[Tutor] Is there a package to "un-mangle" characters?

Fri Nov 22 03:29:35 CET 2013

On Thu, Nov 21, 2013 at 3:04 PM, Albert-Jan Roskam <fomcl at yahoo.com> wrote:
>
> Today I had a csv file in utf-8 encoding, but part of the accented
> characters were mangled. The data were scraped from a website and it
> turned out that at least some of the data were mangled on the website
> already. Bits of the text were actually cp1252 (or cp850), I think,
> even though the webpage was in utf-8 Is there any package that helps
> to correct such issues?

The links in the Wikipedia article may help:

    http://en.wikipedia.org/wiki/Charset_detection

International Components for Unicode (ICU) does charset detection:

    http://userguide.icu-project.org/conversion/detection

Python wrapper:

    http://pypi.python.org/pypi/PyICU
    http://packages.debian.org/wheezy/python-pyicu

Example:

    import icu

    russian_text = u'Здесь некий текст на русском языке.'
    encoded_text = russian_text.encode('windows-1251')

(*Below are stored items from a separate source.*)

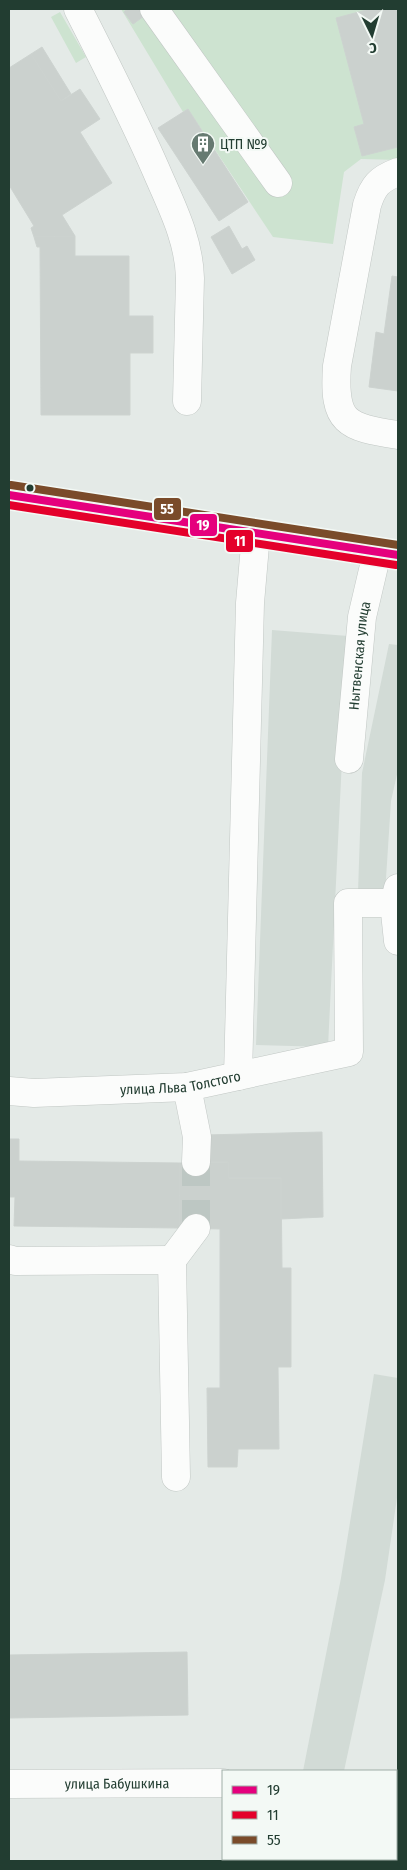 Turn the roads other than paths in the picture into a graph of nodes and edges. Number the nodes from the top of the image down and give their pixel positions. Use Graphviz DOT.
graph roads {
  1 [pos="78,9"];
  2 [pos="154,9"];
  3 [pos="398,172"];
  4 [pos="278,183"];
  5 [pos="187,400"];
  6 [pos="398,435"];
  7 [pos="9,495"];
  8 [pos="256,534"];
  9 [pos="387,554"];
  10 [pos="350,759"];
  11 [pos="396,895"];
  12 [pos="398,941"];
  13 [pos="238,1076"];
  14 [pos="186,1087"];
  15 [pos="9,1091"];
  16 [pos="196,1162"];
  17 [pos="196,1228"];
  18 [pos="9,1260"];
  19 [pos="172,1260"];
  20 [pos="176,1477"];
  21 [pos="222,1783"];
  22 [pos="9,1784"];
  1 -- 5 [label="street"];
  2 -- 4 [label="street"];
  3 -- 6 [label="street"];
  7 -- 8 [label="main road"];
  8 -- 9 [label="main road"];
  8 -- 13 [label="street"];
  9 -- 10 [label="street, Нытвенская улица"];
  11 -- 12 [label="street"];
  11 -- 13 [label="street, улица Льва Толстого"];
  13 -- 14 [label="street, улица Льва Толстого"];
  14 -- 15 [label="street, улица Льва Толстого"];
  14 -- 16 [label="street"];
  17 -- 19 [label="street"];
  18 -- 19 [label="street"];
  19 -- 20 [label="street"];
  21 -- 22 [label="street, улица Бабушкина"];
} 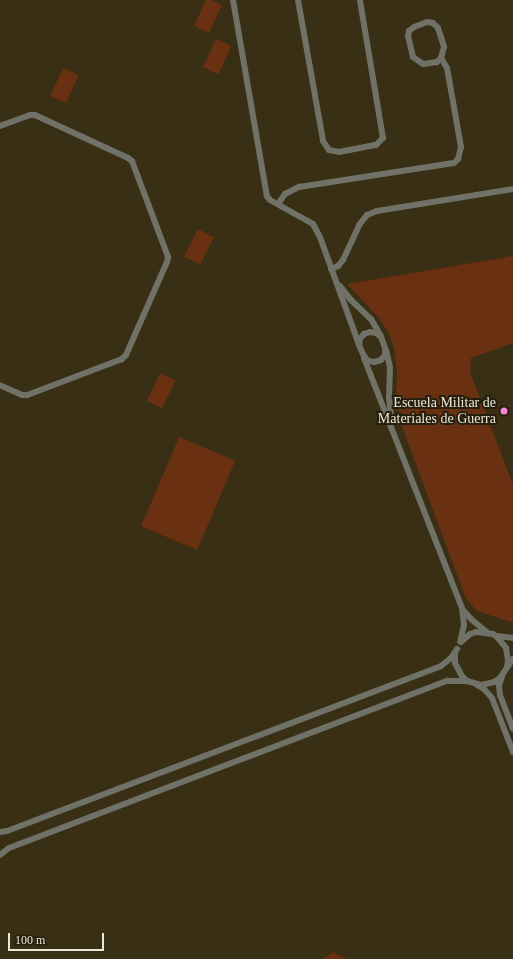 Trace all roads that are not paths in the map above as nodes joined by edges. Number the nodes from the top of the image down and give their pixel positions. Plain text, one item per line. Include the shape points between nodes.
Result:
1 (233, 0) edge
2 (298, 0) edge
3 (360, 0) edge
4 (441, 58) junction
5 (0, 126) edge
6 (513, 189) edge
7 (278, 204) junction
8 (331, 269) junction
9 (334, 276) junction
10 (381, 337) junction
11 (359, 346) junction
12 (385, 348) junction
13 (364, 356) junction
14 (0, 385) edge
15 (394, 432) junction
16 (462, 608) junction
17 (491, 633) junction
18 (513, 638) edge
19 (460, 642) junction
20 (457, 649) junction
21 (513, 659) edge
22 (506, 670) junction
23 (467, 681) junction
24 (474, 684) junction
25 (513, 730) edge
26 (513, 752) edge
27 (0, 832) edge
28 (0, 855) edge

1 - 7 street via 265,190 270,200
2 - 3 street via 323,141 329,150 335,152 376,145 383,138
4 - 4 street via 430,64 423,64 413,57 409,31 414,26 427,22 434,23 444,47
4 - 7 street via 447,68 461,147 458,159 454,163 299,187 285,194
5 - 14 street via 30,115 35,116 132,161 168,257 126,355 122,359 27,395
6 - 8 street via 377,211 367,215 359,225 343,260
7 - 8 street via 313,224
8 - 9 street
9 - 10 street via 351,300 370,319
9 - 11 street
10 - 11 street via 376,333 367,333 360,339
10 - 12 street
11 - 13 street
12 - 13 street via 385,355 378,362 371,362
12 - 15 street via 390,368 390,410
13 - 15 street
15 - 16 street
16 - 17 street via 477,625
16 - 19 street via 464,625
17 - 18 street
17 - 19 street via 476,632
17 - 22 street via 506,648
19 - 20 street
20 - 23 street via 455,656 458,670
20 - 27 street via 441,666 7,832
21 - 22 street
22 - 24 street via 500,678 488,684
22 - 25 street via 500,686 500,695
23 - 24 street
23 - 28 street via 447,681 9,848
24 - 26 street via 484,689 492,698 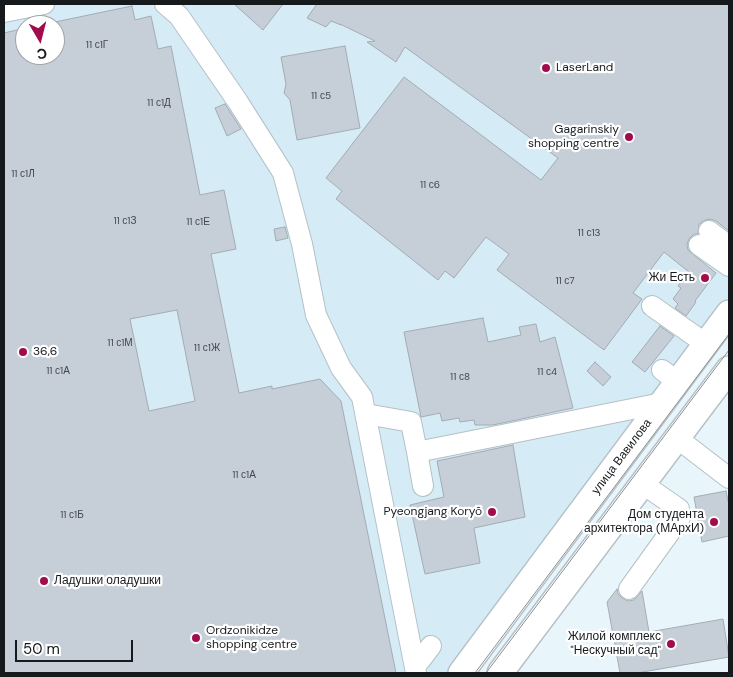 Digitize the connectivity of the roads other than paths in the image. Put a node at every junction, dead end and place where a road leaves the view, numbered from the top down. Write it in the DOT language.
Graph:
graph roads {
  1 [pos="44,4"];
  2 [pos="165,4"];
  3 [pos="4,12"];
  4 [pos="704,238"];
  5 [pos="729,246"];
  6 [pos="729,256"];
  7 [pos="729,266"];
  8 [pos="652,306"];
  9 [pos="729,313"];
  10 [pos="700,333"];
  11 [pos="729,369"];
  12 [pos="656,411"];
  13 [pos="366,414"];
  14 [pos="677,438"];
  15 [pos="417,452"];
  16 [pos="729,478"];
  17 [pos="643,484"];
  18 [pos="424,486"];
  19 [pos="629,589"];
  20 [pos="431,646"];
  21 [pos="416,670"];
  22 [pos="460,673"];
  23 [pos="500,673"];
  1 -- 3 [label="lane"];
  2 -- 13 [label="lane"];
  4 -- 5 [label="lane"];
  4 -- 6 [label="lane"];
  4 -- 7 [label="lane"];
  8 -- 10 [label="lane"];
  9 -- 10 [label="main road, улица Вавилова"];
  10 -- 12 [label="main road, улица Вавилова"];
  11 -- 14 [label="main road"];
  12 -- 14 [label="main road"];
  12 -- 15 [label="lane"];
  12 -- 22 [label="main road, улица Вавилова"];
  13 -- 15 [label="lane"];
  13 -- 21 [label="lane"];
  14 -- 16 [label="lane"];
  14 -- 17 [label="main road"];
  15 -- 18 [label="lane"];
  17 -- 19 [label="lane"];
  17 -- 23 [label="main road"];
  20 -- 21 [label="lane"];
} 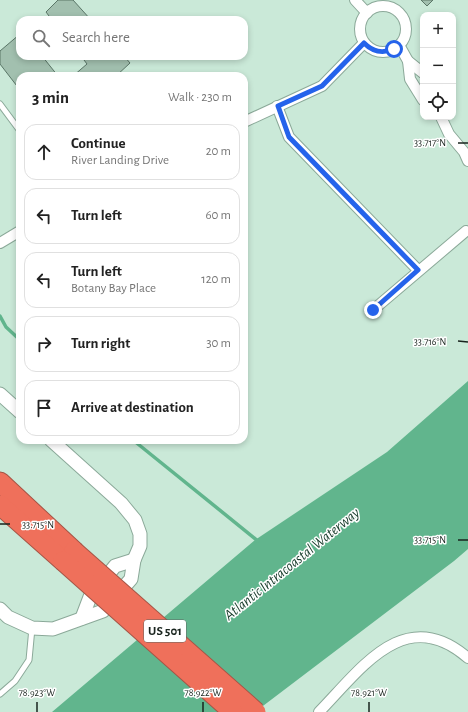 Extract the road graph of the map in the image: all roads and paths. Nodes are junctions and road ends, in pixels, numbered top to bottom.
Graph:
1 (355, 0) edge
2 (367, 13) junction
3 (364, 43) junction
4 (399, 45) junction
5 (408, 61) junction
6 (420, 71) edge
7 (420, 95) edge
8 (0, 104) edge
9 (278, 106) junction
10 (248, 120) edge
11 (443, 120) edge
12 (16, 126) edge
13 (468, 161) edge
14 (466, 231) dead end
15 (16, 233) edge
16 (0, 243) edge
17 (418, 270) junction
18 (373, 310) dead end
19 (0, 394) edge
20 (16, 408) edge
21 (56, 444) edge
22 (0, 482) edge
23 (0, 504) edge
24 (69, 556) junction
25 (134, 560) junction
26 (0, 609) edge
27 (82, 618) junction
28 (32, 628) junction
29 (468, 658) edge
30 (0, 694) edge
31 (233, 712) edge
32 (256, 712) edge
33 (319, 712) edge

1 - 2 street
2 - 3 street
2 - 4 street
3 - 4 street
3 - 9 street
4 - 5 street
5 - 6 street
5 - 7 street
8 - 12 lane
9 - 10 street
9 - 17 street
11 - 13 street
14 - 17 street
15 - 16 street
17 - 18 street
19 - 20 street
21 - 25 street
22 - 24 highway, US 501
23 - 24 highway, US 501
24 - 31 highway, US 501, bridge
24 - 32 highway, US 501, bridge
25 - 27 street
25 - 27 street
26 - 28 street
27 - 28 street
28 - 30 lane
29 - 33 street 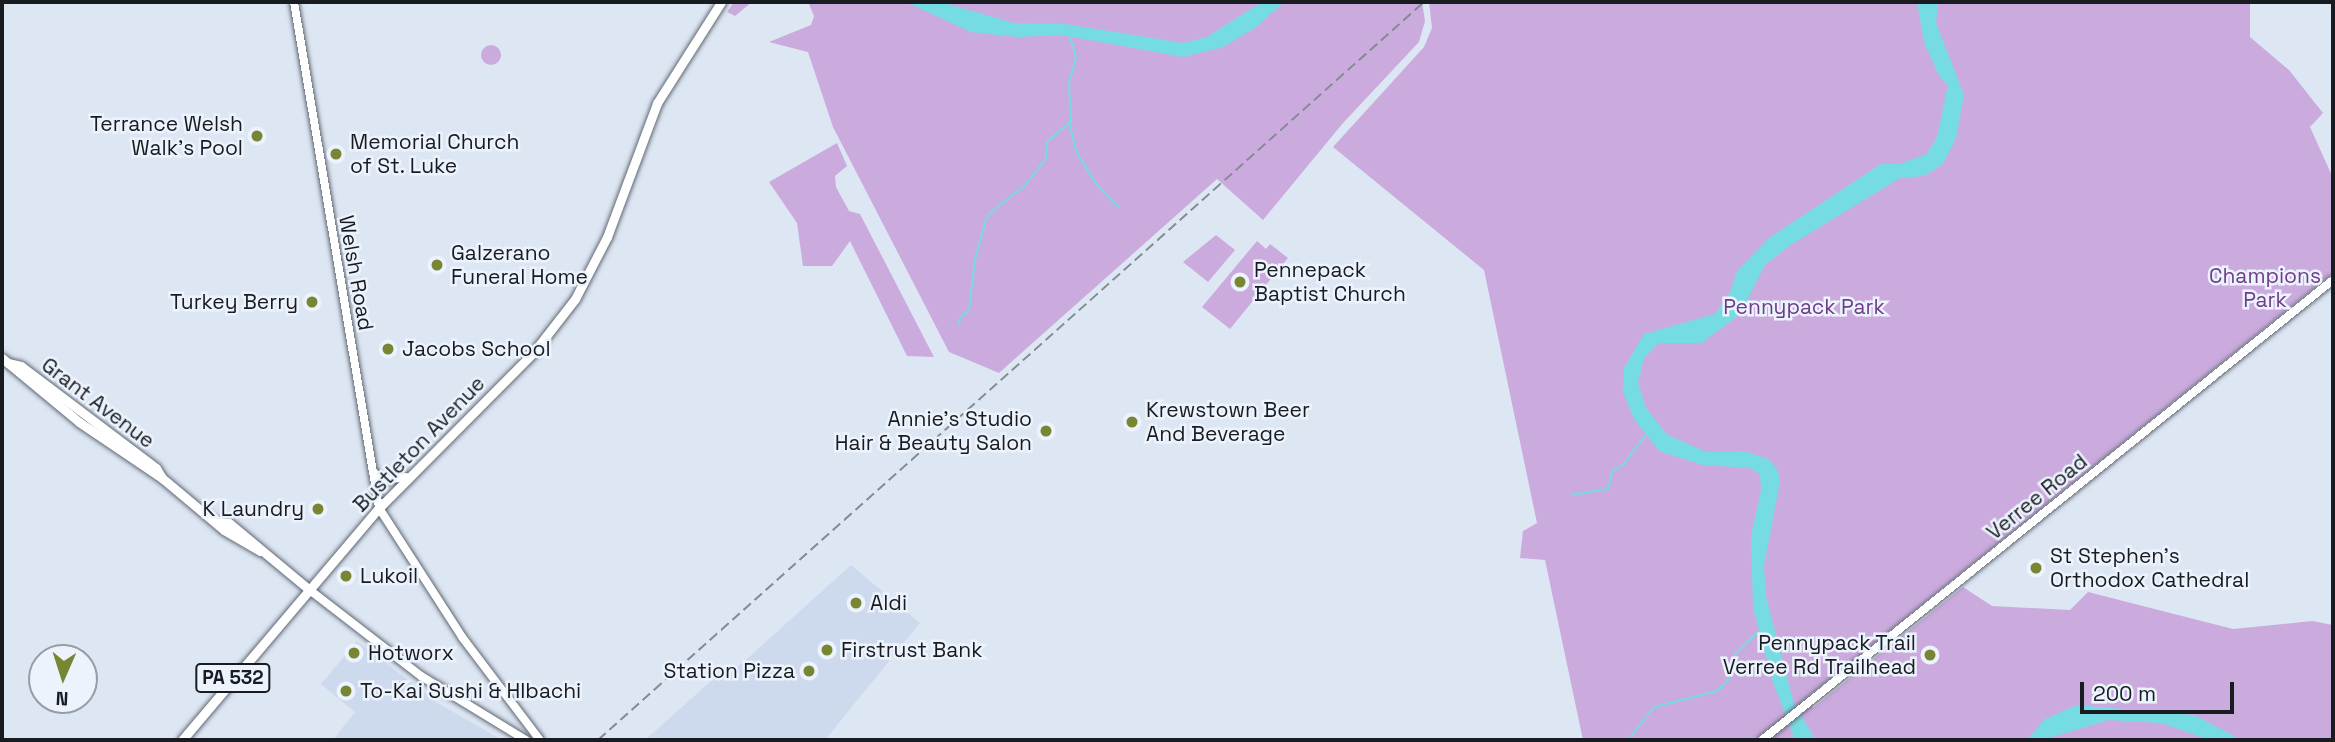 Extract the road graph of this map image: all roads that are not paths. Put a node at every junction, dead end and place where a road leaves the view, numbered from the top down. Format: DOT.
graph roads {
  1 [pos="294,2"];
  2 [pos="721,2"];
  3 [pos="2333,280"];
  4 [pos="5,360"];
  5 [pos="371,469"];
  6 [pos="406,477"];
  7 [pos="379,508"];
  8 [pos="311,591"];
  9 [pos="522,716"];
  10 [pos="524,739"];
  11 [pos="182,740"];
  12 [pos="540,740"];
  13 [pos="1762,740"];
  1 -- 5 [label="main road, Welsh Road"];
  2 -- 6 [label="main road, Bustleton Avenue"];
  3 -- 13 [label="main road, Verree Road"];
  4 -- 8 [label="main road, Grant Avenue"];
  5 -- 6 [label="main road"];
  5 -- 7 [label="main road, Welsh Road"];
  6 -- 7 [label="main road, Bustleton Avenue"];
  7 -- 8 [label="main road, Bustleton Avenue / PA 532"];
  7 -- 9 [label="main road, Welsh Road"];
  8 -- 10 [label="main road, Grant Avenue"];
  8 -- 11 [label="main road, Bustleton Avenue / PA 532"];
  9 -- 10 [label="main road"];
  9 -- 12 [label="main road, Welsh Road"];
} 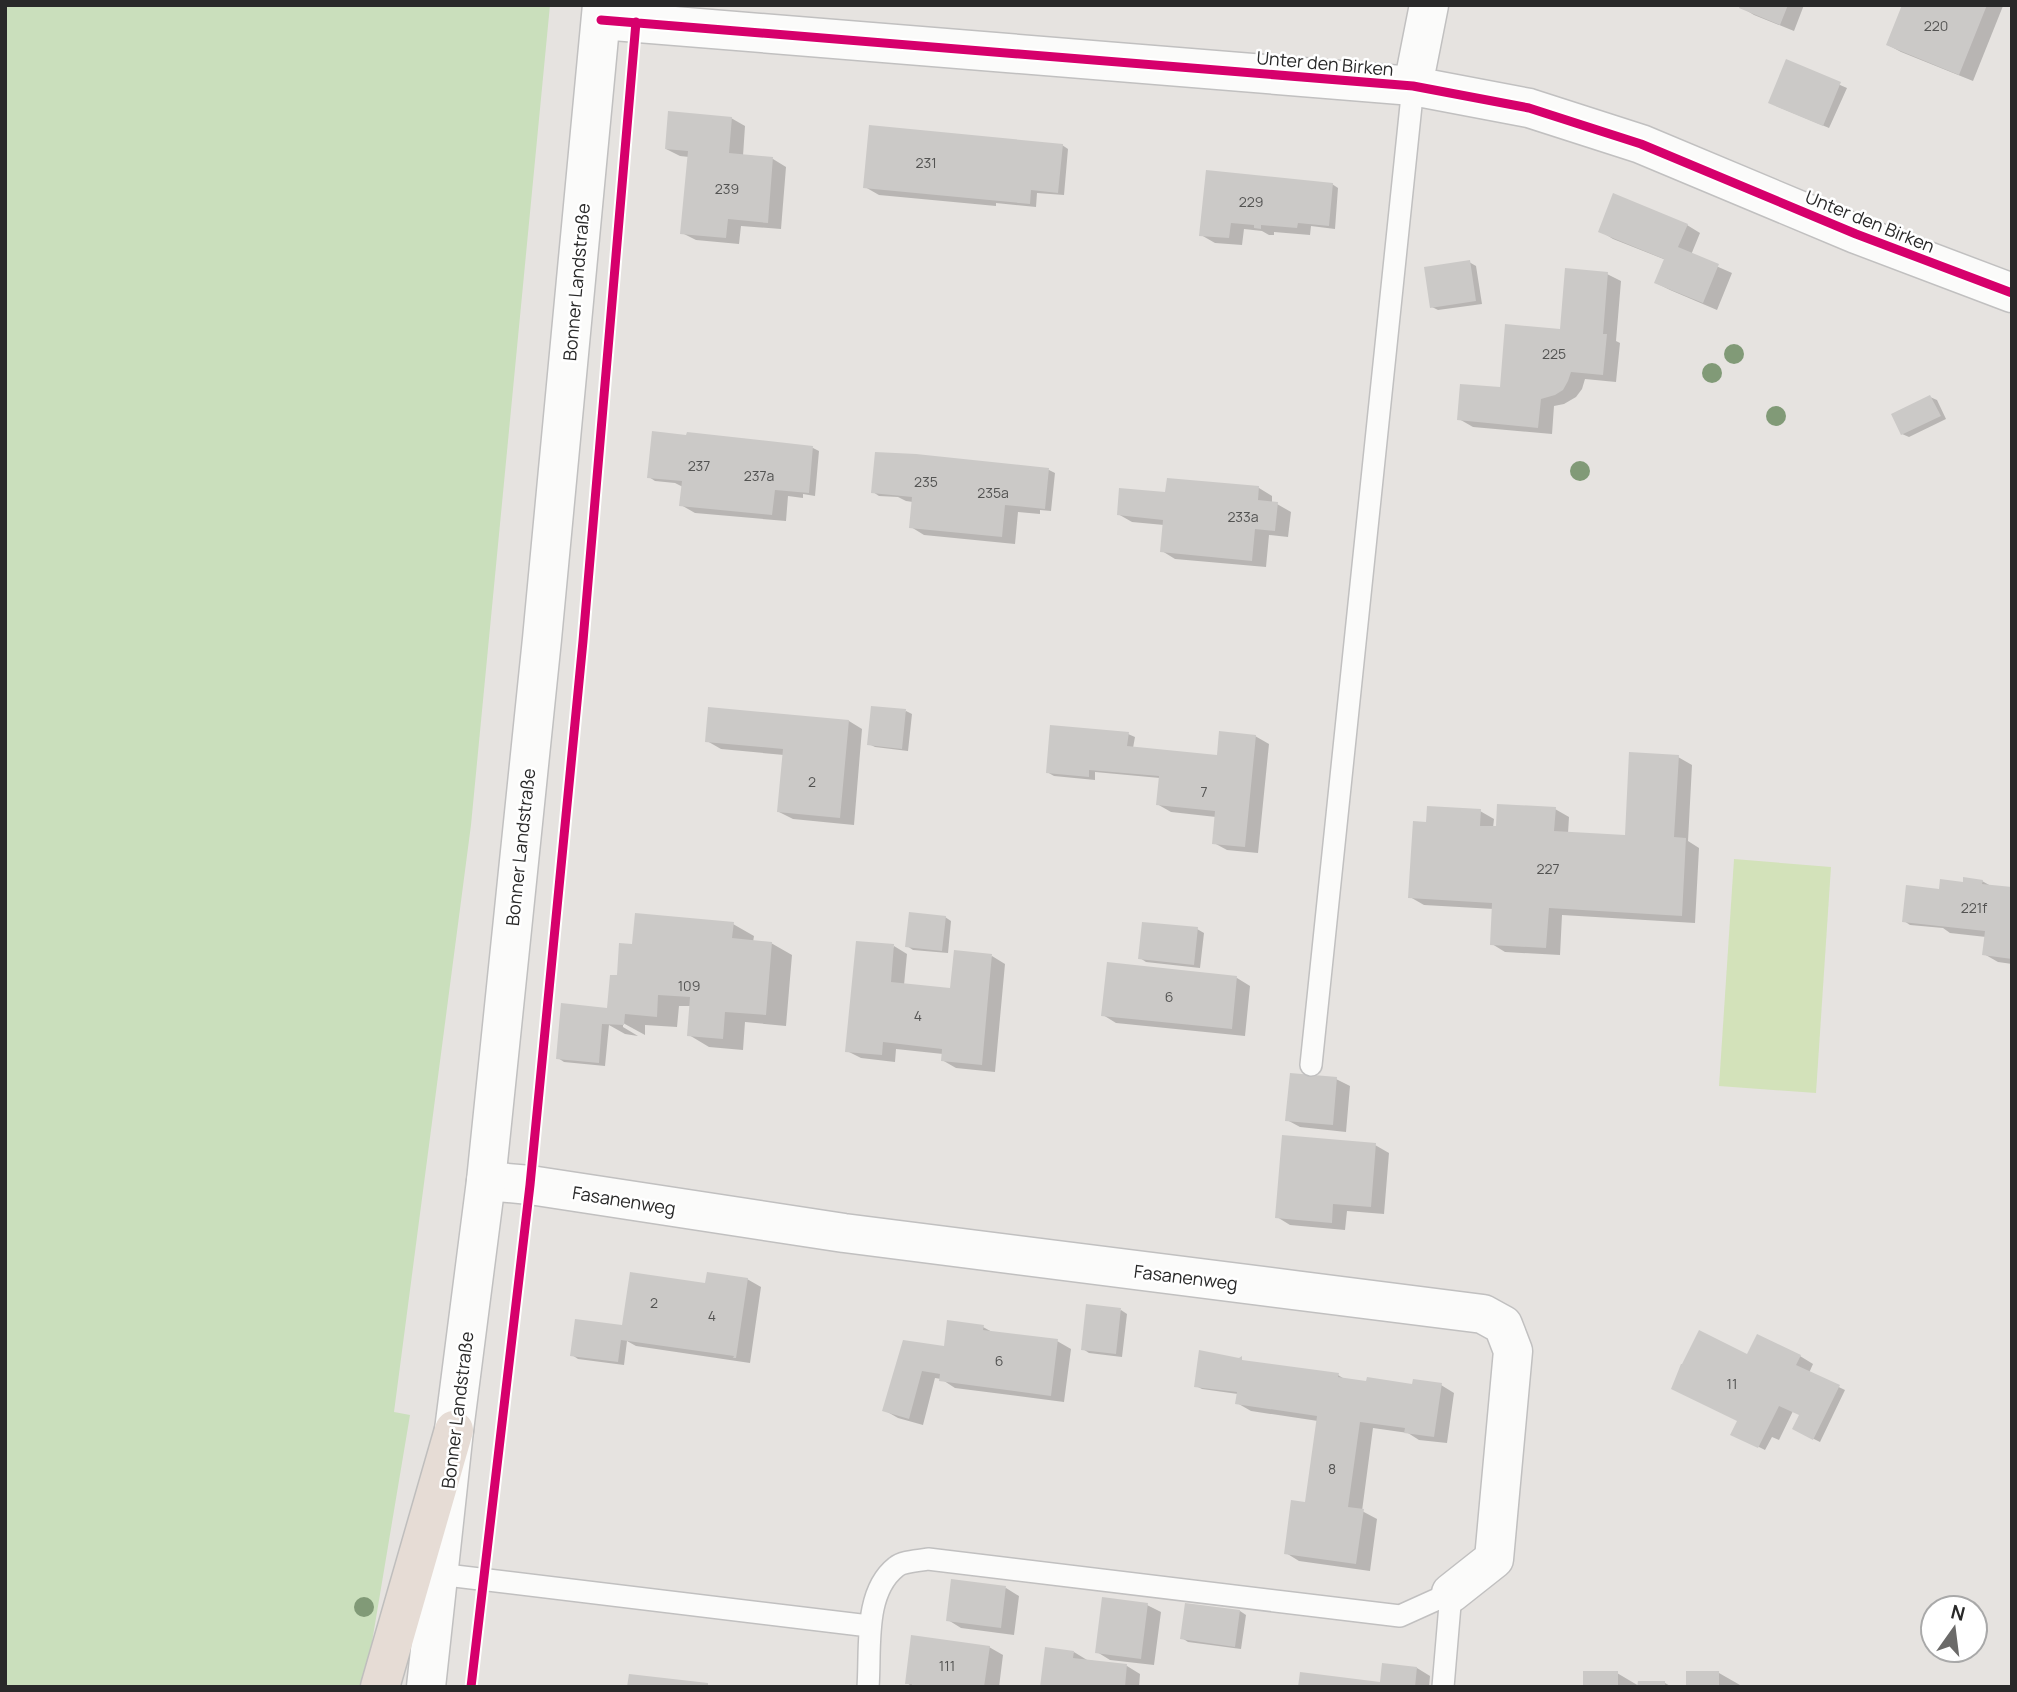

    cd = icu.CharsetDetector()
    cd.setText(encoded_text)
    match = cd.detect()
    matches = cd.detectAll()

    >>> match.getName()
    'windows-1251'
    >>> match.getConfidence()
    33
    >>> match.getLanguage()
    'ru'

    >>> [m.getName() for m in matches]
    ['windows-1251', 'ISO-8859-6', 'ISO-8859-8-I', 'ISO-8859-8']
    >>> [m.getConfidence() for m in matches]
    [33, 13, 8, 8]